Culebra has some 1,800 residents and receives more than 8,000 tourists on busy weekends and does not have a hospital. It has an ER and the Diagnostic and Treatment Center, known as the CDT for its initials in Spanish, to provide the necessary emergency care and primary health services. The CDT also offers special clinics during the year.
“Acquiring the administration of these facilities is a responsibility that we take very seriously,” said Pedro Meléndez, CEO of the Mennonite Health System.
“Our commitment is that residents of the island have access to health services that meet the highest quality standards, such as those we offer throughout the Mennonite Health System,” he said.
“Now the population of Culebra doesn’t have to leave the island to receive their primary or emergency health services,” he said. “Just like the Foundation for a Better Puerto Rico and the Culebra Mayor Iván Solís, we have the common interest of achieving a healthier population through optimized services. That’s why we accepted to be part of the health transformation in the island municipality of Culebra.”

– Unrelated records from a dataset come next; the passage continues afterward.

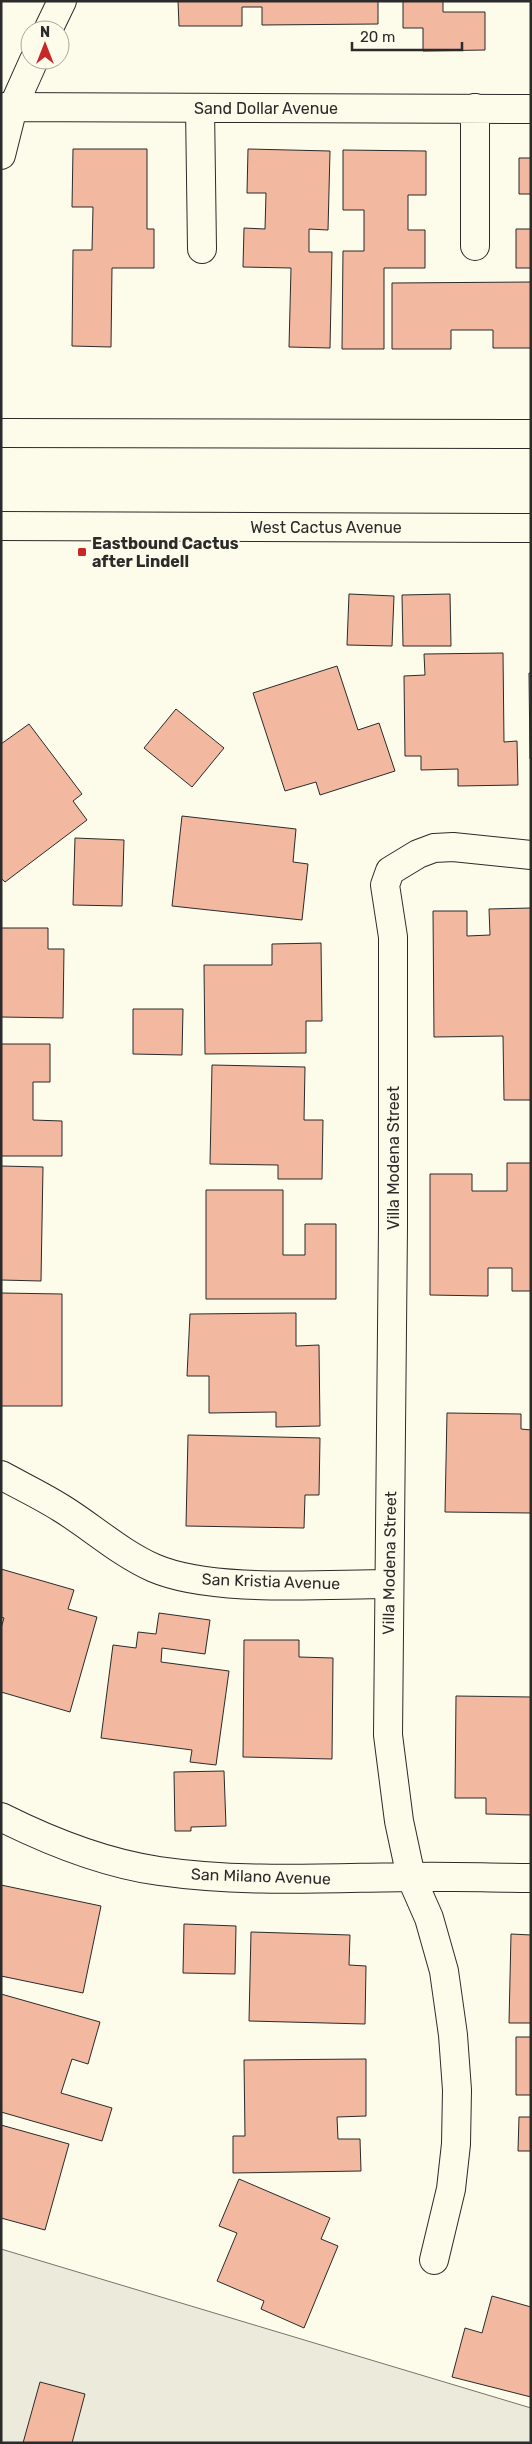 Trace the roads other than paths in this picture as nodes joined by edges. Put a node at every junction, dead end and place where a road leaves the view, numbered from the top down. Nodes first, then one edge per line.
1 (62, 1) edge
2 (53, 20) edge
3 (28, 70) edge
4 (7, 107) edge
5 (200, 108) junction
6 (474, 108) junction
7 (531, 109) edge
8 (1, 155) edge
9 (475, 246) dead end
10 (202, 249) dead end
11 (1, 433) edge
12 (531, 434) edge
13 (1, 526) edge
14 (531, 528) edge
15 (531, 855) edge
16 (1, 1475) edge
17 (388, 1584) junction
18 (1, 1817) edge
19 (411, 1877) junction
20 (531, 1878) edge
21 (434, 2260) dead end

1 - 2 street
3 - 4 street
4 - 5 street, Sand Dollar Avenue
4 - 8 street
5 - 6 street, Sand Dollar Avenue
5 - 10 street
6 - 7 street, Sand Dollar Avenue
6 - 9 street
11 - 12 street
13 - 14 street, West Cactus Avenue
15 - 17 street, Villa Modena Street
16 - 17 street, San Kristia Avenue
17 - 19 street, Villa Modena Street
18 - 19 street, San Milano Avenue
19 - 20 street, San Milano Avenue
19 - 21 street, Villa Modena Street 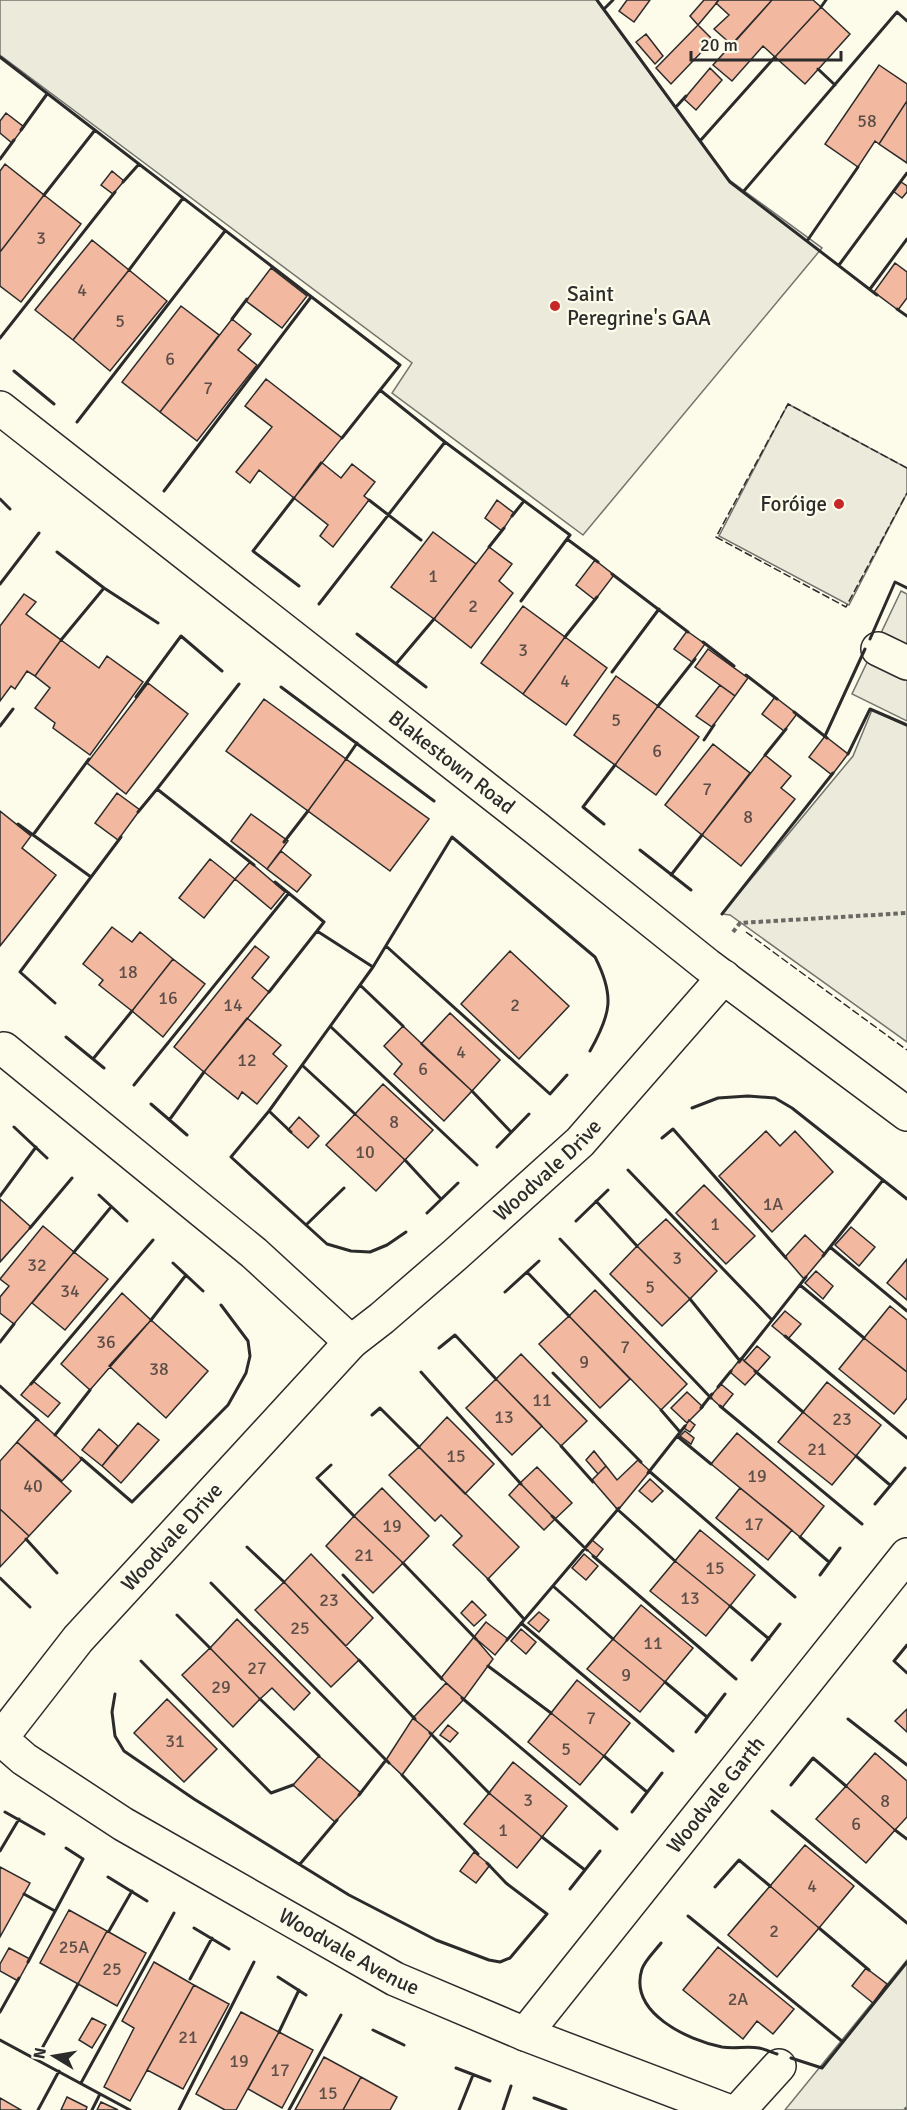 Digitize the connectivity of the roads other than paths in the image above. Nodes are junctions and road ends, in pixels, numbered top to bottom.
1 (0, 408) edge
2 (878, 649) dead end
3 (907, 663) edge
4 (715, 971) junction
5 (4, 1049) dead end
6 (907, 1114) edge
7 (351, 1342) junction
8 (907, 1555) edge
9 (0, 1738) edge
10 (525, 2034) junction
11 (779, 2066) dead end
12 (725, 2110) edge
13 (739, 2110) edge

1 - 4 street, Blakestown Road
2 - 3 street
4 - 6 street, Blakestown Road
4 - 7 street, Woodvale Drive
5 - 7 street
7 - 9 street, Woodvale Drive
8 - 10 street, Woodvale Garth
9 - 10 street, Woodvale Avenue
10 - 12 street, Woodvale Avenue
11 - 13 street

The Emergency Room and CDT had not been remodeled since the 1980s. It was also not safe to operate in those facilities during a hurricane or tropical storm. Each time the island municipality received a cyclone warning the emergency room had to be relocated to the municipal shelter, which is now in the public school.
During Hurricane María in September 2017, the school’s electrical generator failed and the ability to provide emergency services was compromised.

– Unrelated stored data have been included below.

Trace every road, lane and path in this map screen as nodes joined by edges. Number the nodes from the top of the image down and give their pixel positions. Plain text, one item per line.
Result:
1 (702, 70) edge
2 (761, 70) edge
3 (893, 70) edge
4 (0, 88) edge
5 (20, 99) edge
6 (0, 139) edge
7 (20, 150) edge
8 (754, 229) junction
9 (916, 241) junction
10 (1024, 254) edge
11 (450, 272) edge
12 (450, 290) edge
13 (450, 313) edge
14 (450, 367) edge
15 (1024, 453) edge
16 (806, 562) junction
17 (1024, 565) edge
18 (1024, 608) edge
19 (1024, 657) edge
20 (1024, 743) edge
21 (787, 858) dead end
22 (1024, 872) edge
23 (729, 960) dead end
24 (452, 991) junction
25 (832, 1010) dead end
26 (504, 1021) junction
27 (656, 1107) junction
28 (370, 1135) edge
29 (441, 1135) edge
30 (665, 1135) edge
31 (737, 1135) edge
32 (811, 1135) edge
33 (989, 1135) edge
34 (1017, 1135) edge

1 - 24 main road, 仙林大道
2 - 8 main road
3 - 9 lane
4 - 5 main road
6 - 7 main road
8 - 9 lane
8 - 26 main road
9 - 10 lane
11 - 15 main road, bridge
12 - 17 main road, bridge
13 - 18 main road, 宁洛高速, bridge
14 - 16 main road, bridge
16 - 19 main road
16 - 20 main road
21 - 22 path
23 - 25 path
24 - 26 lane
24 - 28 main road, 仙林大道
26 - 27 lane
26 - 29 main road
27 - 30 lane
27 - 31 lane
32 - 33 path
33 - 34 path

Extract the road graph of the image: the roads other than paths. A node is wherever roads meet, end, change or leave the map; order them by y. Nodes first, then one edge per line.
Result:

“This is the first time that Culebra residents and visitors will have an adequate place with all the tools to treat health and some emergency situation,” said Theresa Bischoff, of the Foundation for a Better Puerto Rico, who were in charge of requesting donations for the construction of the new Health Care Center.
The Emergency Room could not reopen due to the structural damage suffered after the hurricanes in September 2017 and the services were transferred to the CDT. With limited space, few medicines and supplies the medical staff attended to the community, including the birth of a premature child.
“Direct Relief is grateful to be collaborating with Foundation For A Better Puerto Rico, which thanks to their work and effort to improve the Culebra CDT and making it capable to offer first class services to its patients, we are able to add solar energy with battery storage, donate three pharmaceutical refrigerators, and preposition emergency medicine in advance of hurricane season, making this center a more resilient one,” said Luis David Rodríguez, from Direct Relief.
Culebra’s iconic Flamenco Beach in recovery mode
Culebra’s world-famous, white-sand beach, Flamenco, is also undergoing a redevelopment to continue serving its some 700,000 visitors a year. The improvements aim at turning the public beach into the largest income driver for the island municipality and its residents.
However, due to budgetary constraints, municipal government and the Culebra Development Authority (ACDEC for its acronym in Spanish) created a collaborative agreement with the Foundation for a Better Puerto Rico for the entity to raise funds and rebuild the infrastructure and facilities of the beach.
The Foundation has worked quickly to the repair of the kiosks, bathrooms and showers while the progress of the new construction continues. In addition, the Foundation hired personnel to manage the beach while ACDEC develops a fiscal plan to be self-sufficient.
Engineers, architects, landscape architects and surveyors work to advance the project plans that must be completed in the year 2020.
Culebra fire station unveils solar energy project
On the other hand, as part of the efforts made by different organizations in the island municipality, New York-based nonprofit foundation Solar Responders was given the task of raising donations for the installation of a solar energy system for the pump station to serve as a rapid response center in case of emergency.
Hunter Johansson, CEO of the Foundation said, “every first responder station around the world has a renewable energy system and the purpose is to save lives, without electric power that mission would be impossible.”
Johansson is actress Scarlett Johansson’s brother. She has been quietly working to help Puerto Rico’s recovery after Hurricane María hit in September 2017.
This would be the second station equipped with this solar equipment after the foundation did the same work at the Rincón pump house. Its plans call for extending the effort to all fire stations in Puerto Rico, foundation officials said.